HAT (Hashed Array Trees[1]) are close to what is presented - the index block is always a power of 2 and points to data blocks of the same length - ie, it increases as: 1x1, 2x2, 4x4, 8x8, 16x16, ...
The downside is each time the length reaches a new power of 4 it requires the data to be shuffled about, which may cause latency spikes.
RAOTS (Resizeable Arrays in Optimal Time and Space[2]) is a variation where the index block block is approximately the square root of the length. It increases by adding a new block and resizing only the index block. The old blocks remain part of the structure and don't need reshuffling like HAT, which avoids the latency spikes, but there are more individual allocator calls. However, blocks are always a power of 2 which makes them arena-friendly.
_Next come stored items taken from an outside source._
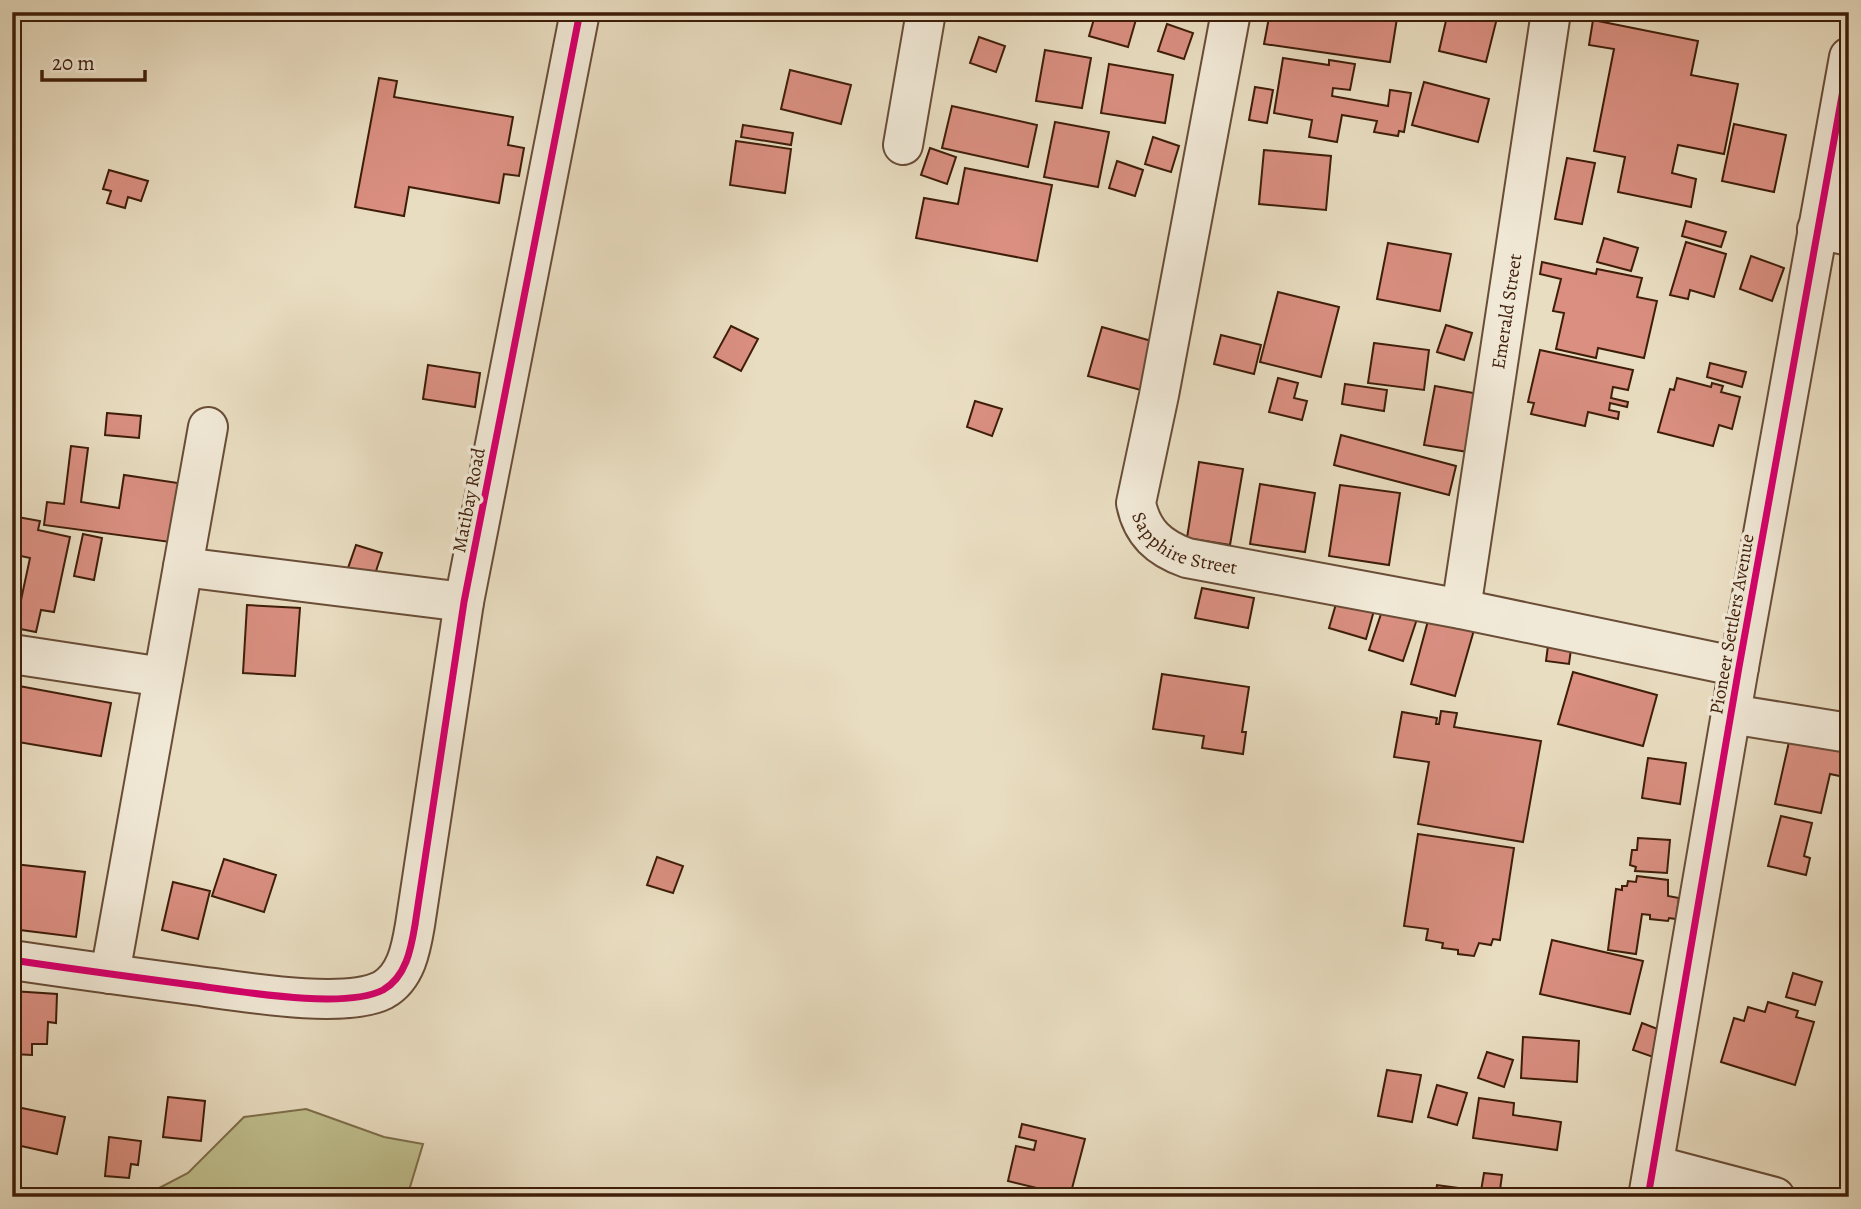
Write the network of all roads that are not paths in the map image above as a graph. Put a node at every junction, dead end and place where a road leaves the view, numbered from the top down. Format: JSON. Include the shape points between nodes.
{"nodes":[{"id":1,"x":580,"y":12,"type":"edge"},
{"id":2,"x":926,"y":12,"type":"edge"},
{"id":3,"x":1231,"y":12,"type":"edge"},
{"id":4,"x":1551,"y":12,"type":"edge"},
{"id":5,"x":1849,"y":57,"type":"edge"},
{"id":6,"x":903,"y":145,"type":"dead end"},
{"id":7,"x":1833,"y":232,"type":"edge"},
{"id":8,"x":208,"y":426,"type":"dead end"},
{"id":9,"x":183,"y":567,"type":"junction"},
{"id":10,"x":464,"y":602,"type":"junction"},
{"id":11,"x":1461,"y":609,"type":"junction"},
{"id":12,"x":12,"y":654,"type":"edge"},
{"id":13,"x":1739,"y":667,"type":"junction"},
{"id":14,"x":163,"y":677,"type":"junction"},
{"id":15,"x":1731,"y":714,"type":"junction"},
{"id":16,"x":1849,"y":733,"type":"edge"},
{"id":17,"x":12,"y":960,"type":"edge"},
{"id":18,"x":110,"y":974,"type":"junction"},
{"id":19,"x":1651,"y":1181,"type":"edge"},
{"id":20,"x":1775,"y":1197,"type":"edge"}],
"edges":[{"from":1,"to":10,"type":"street","name":"Matibay Road"},
{"from":2,"to":6,"type":"street"},
{"from":3,"to":11,"type":"street","name":"Sapphire Street","via":[[1140,478],[1139,519],[1149,535],[1170,552],[1187,558]]},
{"from":4,"to":11,"type":"street","name":"Emerald Street"},
{"from":5,"to":7,"type":"street","name":"Pioneer Settlers Avenue"},
{"from":7,"to":13,"type":"street","name":"Pioneer Settlers Avenue"},
{"from":8,"to":9,"type":"street"},
{"from":9,"to":10,"type":"street"},
{"from":9,"to":14,"type":"street"},
{"from":10,"to":18,"type":"street","name":"Matibay Road","via":[[410,953],[400,974],[385,989],[363,997],[332,999]]},
{"from":11,"to":13,"type":"street","name":"Sapphire Street"},
{"from":12,"to":14,"type":"street"},
{"from":13,"to":15,"type":"street","name":"Pioneer Settlers Avenue"},
{"from":14,"to":18,"type":"street"},
{"from":15,"to":16,"type":"street"},
{"from":15,"to":19,"type":"street","name":"Pioneer Settlers Avenue"},
{"from":17,"to":18,"type":"street"},
{"from":19,"to":20,"type":"street"}]}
Both of these have O(1) element access and waste only O(√n) space, which makes them quite optimal for uses where memory may be a constraint.
---
In the double-and-copy style array, one trick is we can avoid storing `capacity` and compute it on demand - determine the MSB of the length (using `lzcnt` or `bsr`), and then determine the next power of 2 sufficient to hold that length. In C23, this is `stdc_bit_ceil` (<stdbit.h>).
In the "Xal" structure (which has several other names), we can use `stdc_first_leading_one` to determine the index in the index block, then zero out the leading one bit to determine the index in the bucket.
This structure would be more efficient if processors provided a `log2mask` instruction which computes both the MSB and the remainder after masking the MSB in one instruction. (Similar to how `divmod` instructions work where the quotient and remainder are both computed in one instruction).